> WHAT IS EXPECTED
Every line of the data below should be retyped exactly.

[Collected data]
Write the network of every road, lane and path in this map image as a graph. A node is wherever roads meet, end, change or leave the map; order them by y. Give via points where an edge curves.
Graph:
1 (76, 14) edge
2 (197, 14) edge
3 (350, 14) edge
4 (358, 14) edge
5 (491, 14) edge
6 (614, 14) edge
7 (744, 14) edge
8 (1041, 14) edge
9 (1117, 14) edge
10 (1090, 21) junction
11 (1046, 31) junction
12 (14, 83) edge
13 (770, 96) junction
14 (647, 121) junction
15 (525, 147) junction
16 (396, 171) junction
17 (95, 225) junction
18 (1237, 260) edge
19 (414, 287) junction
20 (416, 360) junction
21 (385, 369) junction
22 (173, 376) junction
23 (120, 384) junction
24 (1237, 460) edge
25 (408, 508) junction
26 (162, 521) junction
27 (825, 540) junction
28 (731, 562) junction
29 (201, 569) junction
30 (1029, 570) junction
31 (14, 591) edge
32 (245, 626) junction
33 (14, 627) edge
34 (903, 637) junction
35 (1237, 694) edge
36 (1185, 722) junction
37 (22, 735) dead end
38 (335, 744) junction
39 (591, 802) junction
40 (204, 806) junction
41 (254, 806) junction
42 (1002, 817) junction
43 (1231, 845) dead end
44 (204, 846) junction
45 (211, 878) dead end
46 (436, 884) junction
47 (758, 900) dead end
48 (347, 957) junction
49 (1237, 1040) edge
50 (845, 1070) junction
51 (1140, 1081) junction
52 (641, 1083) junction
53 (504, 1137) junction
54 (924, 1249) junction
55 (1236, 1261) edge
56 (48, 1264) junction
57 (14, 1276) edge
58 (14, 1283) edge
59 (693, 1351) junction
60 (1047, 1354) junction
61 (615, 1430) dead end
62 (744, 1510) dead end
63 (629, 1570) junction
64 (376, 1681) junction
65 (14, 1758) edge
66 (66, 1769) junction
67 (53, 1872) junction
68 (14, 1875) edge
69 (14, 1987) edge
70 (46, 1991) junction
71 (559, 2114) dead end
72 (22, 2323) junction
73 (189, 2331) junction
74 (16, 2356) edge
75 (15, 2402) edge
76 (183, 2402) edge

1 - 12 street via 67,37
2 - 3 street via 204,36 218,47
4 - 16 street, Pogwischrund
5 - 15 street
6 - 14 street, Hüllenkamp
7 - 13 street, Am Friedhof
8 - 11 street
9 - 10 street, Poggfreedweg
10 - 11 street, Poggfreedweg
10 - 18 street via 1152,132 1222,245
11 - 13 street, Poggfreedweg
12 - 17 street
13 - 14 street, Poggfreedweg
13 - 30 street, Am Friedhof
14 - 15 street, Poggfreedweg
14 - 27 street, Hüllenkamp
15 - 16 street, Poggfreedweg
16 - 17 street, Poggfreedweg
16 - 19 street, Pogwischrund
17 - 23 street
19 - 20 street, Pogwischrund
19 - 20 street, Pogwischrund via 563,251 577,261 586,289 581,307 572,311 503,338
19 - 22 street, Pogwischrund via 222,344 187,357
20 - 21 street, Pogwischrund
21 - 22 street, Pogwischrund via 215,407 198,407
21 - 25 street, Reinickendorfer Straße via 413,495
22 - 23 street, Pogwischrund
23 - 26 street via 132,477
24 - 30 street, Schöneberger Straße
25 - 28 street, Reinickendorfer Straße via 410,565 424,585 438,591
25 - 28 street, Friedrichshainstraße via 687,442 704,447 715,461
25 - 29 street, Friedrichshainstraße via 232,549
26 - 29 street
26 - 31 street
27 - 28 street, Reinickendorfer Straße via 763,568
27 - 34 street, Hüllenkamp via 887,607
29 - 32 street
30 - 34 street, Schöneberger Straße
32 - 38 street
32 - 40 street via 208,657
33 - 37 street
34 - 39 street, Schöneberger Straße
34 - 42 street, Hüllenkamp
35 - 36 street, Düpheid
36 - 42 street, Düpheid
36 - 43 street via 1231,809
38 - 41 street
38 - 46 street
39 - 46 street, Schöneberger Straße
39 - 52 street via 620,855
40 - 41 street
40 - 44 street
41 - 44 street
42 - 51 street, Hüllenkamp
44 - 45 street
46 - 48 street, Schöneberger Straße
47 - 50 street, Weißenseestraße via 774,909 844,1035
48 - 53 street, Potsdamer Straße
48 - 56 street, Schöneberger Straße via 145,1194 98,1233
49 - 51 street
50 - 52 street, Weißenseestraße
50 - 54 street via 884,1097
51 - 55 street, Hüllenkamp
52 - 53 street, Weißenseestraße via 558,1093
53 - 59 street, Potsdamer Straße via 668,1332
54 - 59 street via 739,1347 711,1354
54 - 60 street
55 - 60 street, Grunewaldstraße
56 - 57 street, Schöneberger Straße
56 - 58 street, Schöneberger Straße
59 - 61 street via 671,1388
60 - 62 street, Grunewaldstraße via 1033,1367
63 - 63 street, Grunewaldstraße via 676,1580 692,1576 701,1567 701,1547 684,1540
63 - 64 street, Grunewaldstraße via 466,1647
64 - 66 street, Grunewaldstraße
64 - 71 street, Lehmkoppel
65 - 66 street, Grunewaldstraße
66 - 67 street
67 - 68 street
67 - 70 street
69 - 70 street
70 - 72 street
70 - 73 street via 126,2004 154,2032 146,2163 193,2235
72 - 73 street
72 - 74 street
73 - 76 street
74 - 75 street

> ANSWER SECTION
Write the network of every road, lane and path in this map image as a graph. A node is wherever roads meet, end, change or leave the map; order them by y. Give via points where an edge curves.
Graph:
1 (76, 14) edge
2 (197, 14) edge
3 (350, 14) edge
4 (358, 14) edge
5 (491, 14) edge
6 (614, 14) edge
7 (744, 14) edge
8 (1041, 14) edge
9 (1117, 14) edge
10 (1090, 21) junction
11 (1046, 31) junction
12 (14, 83) edge
13 (770, 96) junction
14 (647, 121) junction
15 (525, 147) junction
16 (396, 171) junction
17 (95, 225) junction
18 (1237, 260) edge
19 (414, 287) junction
20 (416, 360) junction
21 (385, 369) junction
22 (173, 376) junction
23 (120, 384) junction
24 (1237, 460) edge
25 (408, 508) junction
26 (162, 521) junction
27 (825, 540) junction
28 (731, 562) junction
29 (201, 569) junction
30 (1029, 570) junction
31 (14, 591) edge
32 (245, 626) junction
33 (14, 627) edge
34 (903, 637) junction
35 (1237, 694) edge
36 (1185, 722) junction
37 (22, 735) dead end
38 (335, 744) junction
39 (591, 802) junction
40 (204, 806) junction
41 (254, 806) junction
42 (1002, 817) junction
43 (1231, 845) dead end
44 (204, 846) junction
45 (211, 878) dead end
46 (436, 884) junction
47 (758, 900) dead end
48 (347, 957) junction
49 (1237, 1040) edge
50 (845, 1070) junction
51 (1140, 1081) junction
52 (641, 1083) junction
53 (504, 1137) junction
54 (924, 1249) junction
55 (1236, 1261) edge
56 (48, 1264) junction
57 (14, 1276) edge
58 (14, 1283) edge
59 (693, 1351) junction
60 (1047, 1354) junction
61 (615, 1430) dead end
62 (744, 1510) dead end
63 (629, 1570) junction
64 (376, 1681) junction
65 (14, 1758) edge
66 (66, 1769) junction
67 (53, 1872) junction
68 (14, 1875) edge
69 (14, 1987) edge
70 (46, 1991) junction
71 (559, 2114) dead end
72 (22, 2323) junction
73 (189, 2331) junction
74 (16, 2356) edge
75 (15, 2402) edge
76 (183, 2402) edge

1 - 12 street via 67,37
2 - 3 street via 204,36 218,47
4 - 16 street, Pogwischrund
5 - 15 street
6 - 14 street, Hüllenkamp
7 - 13 street, Am Friedhof
8 - 11 street
9 - 10 street, Poggfreedweg
10 - 11 street, Poggfreedweg
10 - 18 street via 1152,132 1222,245
11 - 13 street, Poggfreedweg
12 - 17 street
13 - 14 street, Poggfreedweg
13 - 30 street, Am Friedhof
14 - 15 street, Poggfreedweg
14 - 27 street, Hüllenkamp
15 - 16 street, Poggfreedweg
16 - 17 street, Poggfreedweg
16 - 19 street, Pogwischrund
17 - 23 street
19 - 20 street, Pogwischrund
19 - 20 street, Pogwischrund via 563,251 577,261 586,289 581,307 572,311 503,338
19 - 22 street, Pogwischrund via 222,344 187,357
20 - 21 street, Pogwischrund
21 - 22 street, Pogwischrund via 215,407 198,407
21 - 25 street, Reinickendorfer Straße via 413,495
22 - 23 street, Pogwischrund
23 - 26 street via 132,477
24 - 30 street, Schöneberger Straße
25 - 28 street, Reinickendorfer Straße via 410,565 424,585 438,591
25 - 28 street, Friedrichshainstraße via 687,442 704,447 715,461
25 - 29 street, Friedrichshainstraße via 232,549
26 - 29 street
26 - 31 street
27 - 28 street, Reinickendorfer Straße via 763,568
27 - 34 street, Hüllenkamp via 887,607
29 - 32 street
30 - 34 street, Schöneberger Straße
32 - 38 street
32 - 40 street via 208,657
33 - 37 street
34 - 39 street, Schöneberger Straße
34 - 42 street, Hüllenkamp
35 - 36 street, Düpheid
36 - 42 street, Düpheid
36 - 43 street via 1231,809
38 - 41 street
38 - 46 street
39 - 46 street, Schöneberger Straße
39 - 52 street via 620,855
40 - 41 street
40 - 44 street
41 - 44 street
42 - 51 street, Hüllenkamp
44 - 45 street
46 - 48 street, Schöneberger Straße
47 - 50 street, Weißenseestraße via 774,909 844,1035
48 - 53 street, Potsdamer Straße
48 - 56 street, Schöneberger Straße via 145,1194 98,1233
49 - 51 street
50 - 52 street, Weißenseestraße
50 - 54 street via 884,1097
51 - 55 street, Hüllenkamp
52 - 53 street, Weißenseestraße via 558,1093
53 - 59 street, Potsdamer Straße via 668,1332
54 - 59 street via 739,1347 711,1354
54 - 60 street
55 - 60 street, Grunewaldstraße
56 - 57 street, Schöneberger Straße
56 - 58 street, Schöneberger Straße
59 - 61 street via 671,1388
60 - 62 street, Grunewaldstraße via 1033,1367
63 - 63 street, Grunewaldstraße via 676,1580 692,1576 701,1567 701,1547 684,1540
63 - 64 street, Grunewaldstraße via 466,1647
64 - 66 street, Grunewaldstraße
64 - 71 street, Lehmkoppel
65 - 66 street, Grunewaldstraße
66 - 67 street
67 - 68 street
67 - 70 street
69 - 70 street
70 - 72 street
70 - 73 street via 126,2004 154,2032 146,2163 193,2235
72 - 73 street
72 - 74 street
73 - 76 street
74 - 75 street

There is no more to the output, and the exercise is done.